> [REQUIRED ACTION]:
In the records below, find the lines that include "shadow" and copy each.

> [PROVIDED RECORDS]:
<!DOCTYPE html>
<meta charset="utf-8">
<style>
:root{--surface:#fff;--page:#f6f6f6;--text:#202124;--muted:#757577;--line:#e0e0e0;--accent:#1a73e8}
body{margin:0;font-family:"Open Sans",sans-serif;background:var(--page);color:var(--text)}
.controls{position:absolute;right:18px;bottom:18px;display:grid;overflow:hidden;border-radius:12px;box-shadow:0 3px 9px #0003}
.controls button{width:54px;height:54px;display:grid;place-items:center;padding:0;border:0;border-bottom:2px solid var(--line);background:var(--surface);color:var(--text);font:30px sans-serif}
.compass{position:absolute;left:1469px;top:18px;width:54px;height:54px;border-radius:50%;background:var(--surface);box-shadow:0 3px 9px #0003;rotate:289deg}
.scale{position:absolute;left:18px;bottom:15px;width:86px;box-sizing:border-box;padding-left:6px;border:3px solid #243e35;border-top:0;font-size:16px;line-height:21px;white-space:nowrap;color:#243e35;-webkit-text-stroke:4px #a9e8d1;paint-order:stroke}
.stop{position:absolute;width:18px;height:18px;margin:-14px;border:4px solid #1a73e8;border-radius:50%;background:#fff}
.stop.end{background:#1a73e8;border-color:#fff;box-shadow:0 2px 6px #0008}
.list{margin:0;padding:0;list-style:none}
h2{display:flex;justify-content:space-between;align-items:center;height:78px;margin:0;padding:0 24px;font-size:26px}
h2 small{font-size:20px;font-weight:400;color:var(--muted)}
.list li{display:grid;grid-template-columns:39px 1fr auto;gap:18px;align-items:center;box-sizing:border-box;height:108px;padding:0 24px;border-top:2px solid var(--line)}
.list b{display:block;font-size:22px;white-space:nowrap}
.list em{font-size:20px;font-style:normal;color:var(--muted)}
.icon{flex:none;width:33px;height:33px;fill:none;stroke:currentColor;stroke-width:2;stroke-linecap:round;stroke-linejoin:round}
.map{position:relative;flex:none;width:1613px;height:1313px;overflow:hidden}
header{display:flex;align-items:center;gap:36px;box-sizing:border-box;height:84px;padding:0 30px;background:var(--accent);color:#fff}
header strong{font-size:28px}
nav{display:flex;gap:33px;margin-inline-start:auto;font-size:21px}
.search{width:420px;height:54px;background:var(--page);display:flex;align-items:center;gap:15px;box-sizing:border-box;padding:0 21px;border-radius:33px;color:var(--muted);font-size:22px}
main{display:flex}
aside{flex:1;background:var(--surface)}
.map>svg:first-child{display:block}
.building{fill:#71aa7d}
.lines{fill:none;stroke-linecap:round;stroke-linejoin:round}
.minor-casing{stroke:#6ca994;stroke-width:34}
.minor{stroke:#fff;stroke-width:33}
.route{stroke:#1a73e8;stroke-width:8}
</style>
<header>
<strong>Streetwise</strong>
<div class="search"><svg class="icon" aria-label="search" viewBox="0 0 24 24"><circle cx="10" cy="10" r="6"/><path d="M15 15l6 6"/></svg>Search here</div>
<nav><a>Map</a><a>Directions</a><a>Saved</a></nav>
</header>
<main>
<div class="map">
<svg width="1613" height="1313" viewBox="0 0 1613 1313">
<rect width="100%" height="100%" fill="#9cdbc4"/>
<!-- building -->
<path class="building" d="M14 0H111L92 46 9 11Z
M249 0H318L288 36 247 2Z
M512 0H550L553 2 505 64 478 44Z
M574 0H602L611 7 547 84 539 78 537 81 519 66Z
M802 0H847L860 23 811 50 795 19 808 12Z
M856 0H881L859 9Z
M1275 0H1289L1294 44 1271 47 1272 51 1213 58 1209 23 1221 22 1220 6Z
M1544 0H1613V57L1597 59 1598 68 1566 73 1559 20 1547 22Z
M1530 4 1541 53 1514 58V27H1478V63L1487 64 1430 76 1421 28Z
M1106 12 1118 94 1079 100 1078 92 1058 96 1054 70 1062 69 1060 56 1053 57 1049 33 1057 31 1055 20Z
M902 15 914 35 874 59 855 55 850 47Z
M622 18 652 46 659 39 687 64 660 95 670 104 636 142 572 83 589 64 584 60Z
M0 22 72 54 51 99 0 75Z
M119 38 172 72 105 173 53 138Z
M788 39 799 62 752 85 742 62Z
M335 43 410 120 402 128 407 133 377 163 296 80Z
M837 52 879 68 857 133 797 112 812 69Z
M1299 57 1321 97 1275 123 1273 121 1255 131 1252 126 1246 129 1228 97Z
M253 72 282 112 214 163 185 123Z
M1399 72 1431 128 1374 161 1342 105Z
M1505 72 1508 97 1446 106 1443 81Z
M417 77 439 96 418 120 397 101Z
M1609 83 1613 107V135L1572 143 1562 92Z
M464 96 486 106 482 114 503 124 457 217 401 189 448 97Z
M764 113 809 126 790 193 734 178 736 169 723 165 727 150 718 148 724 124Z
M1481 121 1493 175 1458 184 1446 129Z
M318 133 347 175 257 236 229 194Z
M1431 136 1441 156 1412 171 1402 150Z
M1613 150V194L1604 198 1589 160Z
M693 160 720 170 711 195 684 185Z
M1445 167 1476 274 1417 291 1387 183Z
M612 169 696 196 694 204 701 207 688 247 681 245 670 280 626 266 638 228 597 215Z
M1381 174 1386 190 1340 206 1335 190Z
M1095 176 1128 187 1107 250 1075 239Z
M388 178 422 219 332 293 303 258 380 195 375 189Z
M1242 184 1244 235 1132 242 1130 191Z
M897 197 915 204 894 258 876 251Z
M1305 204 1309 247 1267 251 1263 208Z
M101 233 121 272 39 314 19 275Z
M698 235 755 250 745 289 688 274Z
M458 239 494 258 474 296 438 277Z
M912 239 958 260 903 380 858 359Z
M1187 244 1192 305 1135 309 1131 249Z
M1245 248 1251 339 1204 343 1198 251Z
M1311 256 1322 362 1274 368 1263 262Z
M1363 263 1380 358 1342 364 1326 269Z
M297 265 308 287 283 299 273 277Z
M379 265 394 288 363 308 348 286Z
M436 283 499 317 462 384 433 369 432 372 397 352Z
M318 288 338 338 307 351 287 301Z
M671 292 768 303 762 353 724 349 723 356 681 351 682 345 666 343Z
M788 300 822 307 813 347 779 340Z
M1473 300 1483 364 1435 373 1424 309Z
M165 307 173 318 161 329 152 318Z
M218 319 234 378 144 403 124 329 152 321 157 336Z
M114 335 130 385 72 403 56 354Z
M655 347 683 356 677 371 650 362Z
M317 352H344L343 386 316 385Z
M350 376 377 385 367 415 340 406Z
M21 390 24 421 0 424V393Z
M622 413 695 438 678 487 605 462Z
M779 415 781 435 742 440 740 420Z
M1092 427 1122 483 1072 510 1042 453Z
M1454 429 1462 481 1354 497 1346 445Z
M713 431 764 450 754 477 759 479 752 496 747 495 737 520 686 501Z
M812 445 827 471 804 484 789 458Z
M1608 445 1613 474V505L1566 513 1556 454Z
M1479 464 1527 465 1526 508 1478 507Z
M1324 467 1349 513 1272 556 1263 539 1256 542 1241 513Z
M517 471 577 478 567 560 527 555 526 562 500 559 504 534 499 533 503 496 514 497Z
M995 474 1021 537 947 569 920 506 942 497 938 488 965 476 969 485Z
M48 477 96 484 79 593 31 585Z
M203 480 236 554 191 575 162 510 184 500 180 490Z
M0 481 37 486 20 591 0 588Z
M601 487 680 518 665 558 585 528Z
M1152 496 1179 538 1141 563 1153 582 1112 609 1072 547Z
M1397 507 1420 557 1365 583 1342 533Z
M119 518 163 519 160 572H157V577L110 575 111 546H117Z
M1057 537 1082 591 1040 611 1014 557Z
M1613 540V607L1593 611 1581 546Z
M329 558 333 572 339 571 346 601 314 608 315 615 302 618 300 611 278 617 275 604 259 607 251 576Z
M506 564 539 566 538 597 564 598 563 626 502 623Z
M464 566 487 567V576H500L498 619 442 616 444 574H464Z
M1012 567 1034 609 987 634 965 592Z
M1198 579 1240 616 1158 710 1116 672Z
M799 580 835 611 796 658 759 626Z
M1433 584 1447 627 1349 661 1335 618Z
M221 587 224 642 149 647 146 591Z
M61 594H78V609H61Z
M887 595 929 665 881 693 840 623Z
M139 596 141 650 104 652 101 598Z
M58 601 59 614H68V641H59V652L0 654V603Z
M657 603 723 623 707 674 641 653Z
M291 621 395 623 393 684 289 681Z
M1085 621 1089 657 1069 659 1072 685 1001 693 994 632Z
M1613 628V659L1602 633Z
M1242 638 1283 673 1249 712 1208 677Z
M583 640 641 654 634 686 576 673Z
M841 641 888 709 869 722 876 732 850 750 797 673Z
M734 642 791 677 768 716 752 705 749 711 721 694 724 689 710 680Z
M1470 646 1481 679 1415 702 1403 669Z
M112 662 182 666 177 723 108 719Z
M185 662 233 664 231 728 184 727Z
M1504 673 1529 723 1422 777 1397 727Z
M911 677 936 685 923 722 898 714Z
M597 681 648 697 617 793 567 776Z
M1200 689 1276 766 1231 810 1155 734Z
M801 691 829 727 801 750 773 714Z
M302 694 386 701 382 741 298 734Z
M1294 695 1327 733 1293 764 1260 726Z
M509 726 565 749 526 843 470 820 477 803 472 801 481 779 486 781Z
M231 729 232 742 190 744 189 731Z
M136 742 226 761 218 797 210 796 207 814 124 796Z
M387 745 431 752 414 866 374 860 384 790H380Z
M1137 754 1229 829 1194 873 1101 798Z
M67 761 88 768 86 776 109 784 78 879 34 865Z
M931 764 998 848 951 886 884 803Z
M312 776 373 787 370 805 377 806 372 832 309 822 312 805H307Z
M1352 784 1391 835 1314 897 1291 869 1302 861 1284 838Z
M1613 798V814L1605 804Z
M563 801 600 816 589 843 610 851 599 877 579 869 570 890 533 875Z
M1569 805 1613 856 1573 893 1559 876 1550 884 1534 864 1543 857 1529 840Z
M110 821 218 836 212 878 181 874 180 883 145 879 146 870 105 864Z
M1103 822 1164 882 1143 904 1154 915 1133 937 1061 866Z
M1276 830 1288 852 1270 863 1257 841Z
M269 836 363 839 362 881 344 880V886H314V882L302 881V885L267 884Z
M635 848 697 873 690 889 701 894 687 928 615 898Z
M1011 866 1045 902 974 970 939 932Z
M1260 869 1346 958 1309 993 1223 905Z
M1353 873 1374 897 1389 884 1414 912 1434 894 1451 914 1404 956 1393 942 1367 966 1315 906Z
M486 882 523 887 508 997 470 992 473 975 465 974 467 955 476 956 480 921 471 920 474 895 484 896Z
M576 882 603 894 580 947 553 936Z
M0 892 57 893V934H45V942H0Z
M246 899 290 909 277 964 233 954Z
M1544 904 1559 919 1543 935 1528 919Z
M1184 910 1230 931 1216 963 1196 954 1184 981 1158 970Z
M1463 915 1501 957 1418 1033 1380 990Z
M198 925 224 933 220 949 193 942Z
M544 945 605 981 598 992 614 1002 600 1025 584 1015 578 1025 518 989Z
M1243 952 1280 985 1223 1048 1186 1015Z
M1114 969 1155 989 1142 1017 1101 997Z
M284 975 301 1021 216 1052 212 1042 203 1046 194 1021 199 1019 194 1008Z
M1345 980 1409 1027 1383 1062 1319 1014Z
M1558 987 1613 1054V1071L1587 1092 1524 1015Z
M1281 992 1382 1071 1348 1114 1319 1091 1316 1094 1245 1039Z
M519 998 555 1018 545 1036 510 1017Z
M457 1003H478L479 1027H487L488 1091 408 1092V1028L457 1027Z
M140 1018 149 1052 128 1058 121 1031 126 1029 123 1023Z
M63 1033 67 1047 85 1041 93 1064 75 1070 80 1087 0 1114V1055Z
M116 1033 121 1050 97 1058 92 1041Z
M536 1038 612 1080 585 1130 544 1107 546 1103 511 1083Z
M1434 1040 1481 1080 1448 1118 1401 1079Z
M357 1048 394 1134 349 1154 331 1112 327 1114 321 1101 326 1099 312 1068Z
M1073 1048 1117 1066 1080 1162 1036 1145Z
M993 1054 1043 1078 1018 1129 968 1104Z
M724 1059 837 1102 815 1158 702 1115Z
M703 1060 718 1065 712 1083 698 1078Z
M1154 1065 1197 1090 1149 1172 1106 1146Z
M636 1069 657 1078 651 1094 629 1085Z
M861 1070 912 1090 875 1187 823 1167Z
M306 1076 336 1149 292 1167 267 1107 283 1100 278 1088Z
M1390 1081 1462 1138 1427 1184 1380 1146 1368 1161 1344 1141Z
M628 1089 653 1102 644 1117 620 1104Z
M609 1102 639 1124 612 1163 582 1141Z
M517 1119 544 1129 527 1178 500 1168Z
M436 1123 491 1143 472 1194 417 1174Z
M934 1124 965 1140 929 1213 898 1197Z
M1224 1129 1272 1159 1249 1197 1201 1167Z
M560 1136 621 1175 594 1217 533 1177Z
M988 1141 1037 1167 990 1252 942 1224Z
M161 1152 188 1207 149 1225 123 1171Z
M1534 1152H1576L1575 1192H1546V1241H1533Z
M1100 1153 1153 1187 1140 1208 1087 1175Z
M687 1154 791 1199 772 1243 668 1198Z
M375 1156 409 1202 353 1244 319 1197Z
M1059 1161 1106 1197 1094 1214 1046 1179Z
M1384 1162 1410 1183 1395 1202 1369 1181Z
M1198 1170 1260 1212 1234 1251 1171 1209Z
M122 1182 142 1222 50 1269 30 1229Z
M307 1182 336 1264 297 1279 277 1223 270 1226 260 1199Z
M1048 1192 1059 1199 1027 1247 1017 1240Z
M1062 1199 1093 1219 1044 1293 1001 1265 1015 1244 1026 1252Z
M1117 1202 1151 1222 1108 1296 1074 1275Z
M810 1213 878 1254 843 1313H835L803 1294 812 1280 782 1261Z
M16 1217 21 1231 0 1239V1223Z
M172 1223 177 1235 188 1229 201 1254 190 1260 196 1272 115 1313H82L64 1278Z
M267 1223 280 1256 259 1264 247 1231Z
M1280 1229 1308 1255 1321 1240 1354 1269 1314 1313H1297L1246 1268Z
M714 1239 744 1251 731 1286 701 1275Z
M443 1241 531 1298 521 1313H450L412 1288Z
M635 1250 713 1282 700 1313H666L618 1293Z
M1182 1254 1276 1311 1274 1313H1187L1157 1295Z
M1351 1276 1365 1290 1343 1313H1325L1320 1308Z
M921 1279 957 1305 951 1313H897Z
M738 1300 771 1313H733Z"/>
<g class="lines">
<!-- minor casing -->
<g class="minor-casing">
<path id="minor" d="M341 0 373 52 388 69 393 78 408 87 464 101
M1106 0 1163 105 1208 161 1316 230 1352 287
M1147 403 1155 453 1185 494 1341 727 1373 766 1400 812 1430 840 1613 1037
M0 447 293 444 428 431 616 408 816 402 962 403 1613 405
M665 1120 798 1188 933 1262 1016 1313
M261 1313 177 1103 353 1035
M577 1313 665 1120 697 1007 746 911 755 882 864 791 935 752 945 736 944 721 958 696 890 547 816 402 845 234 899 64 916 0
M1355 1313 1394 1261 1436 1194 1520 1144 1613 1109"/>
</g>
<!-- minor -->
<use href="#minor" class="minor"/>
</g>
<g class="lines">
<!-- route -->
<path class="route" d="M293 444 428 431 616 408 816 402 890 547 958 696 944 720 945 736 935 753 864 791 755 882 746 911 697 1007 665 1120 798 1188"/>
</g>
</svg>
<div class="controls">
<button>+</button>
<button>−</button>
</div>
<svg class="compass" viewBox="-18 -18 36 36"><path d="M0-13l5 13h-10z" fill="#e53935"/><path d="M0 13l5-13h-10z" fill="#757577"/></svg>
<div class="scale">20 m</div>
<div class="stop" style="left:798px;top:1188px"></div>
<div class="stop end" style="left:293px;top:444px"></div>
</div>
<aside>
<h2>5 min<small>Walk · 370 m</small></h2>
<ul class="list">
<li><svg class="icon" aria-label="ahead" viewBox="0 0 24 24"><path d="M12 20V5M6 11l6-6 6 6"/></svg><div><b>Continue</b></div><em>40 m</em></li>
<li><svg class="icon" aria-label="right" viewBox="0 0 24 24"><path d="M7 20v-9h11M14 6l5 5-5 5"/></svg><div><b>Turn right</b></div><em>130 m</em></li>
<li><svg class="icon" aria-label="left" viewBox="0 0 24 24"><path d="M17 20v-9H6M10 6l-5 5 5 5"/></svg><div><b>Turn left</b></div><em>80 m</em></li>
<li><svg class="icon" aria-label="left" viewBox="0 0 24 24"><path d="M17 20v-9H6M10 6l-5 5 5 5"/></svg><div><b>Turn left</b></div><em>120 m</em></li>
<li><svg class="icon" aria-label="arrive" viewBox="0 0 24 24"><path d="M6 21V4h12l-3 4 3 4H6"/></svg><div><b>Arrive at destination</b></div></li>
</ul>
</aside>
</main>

> [REPLY TO THE EXERCISE]:
.controls{position:absolute;right:18px;bottom:18px;display:grid;overflow:hidden;border-radius:12px;box-shadow:0 3px 9px #0003}
.compass{position:absolute;left:1469px;top:18px;width:54px;height:54px;border-radius:50%;background:var(--surface);box-shadow:0 3px 9px #0003;rotate:289deg}
.stop.end{background:#1a73e8;border-color:#fff;box-shadow:0 2px 6px #0008}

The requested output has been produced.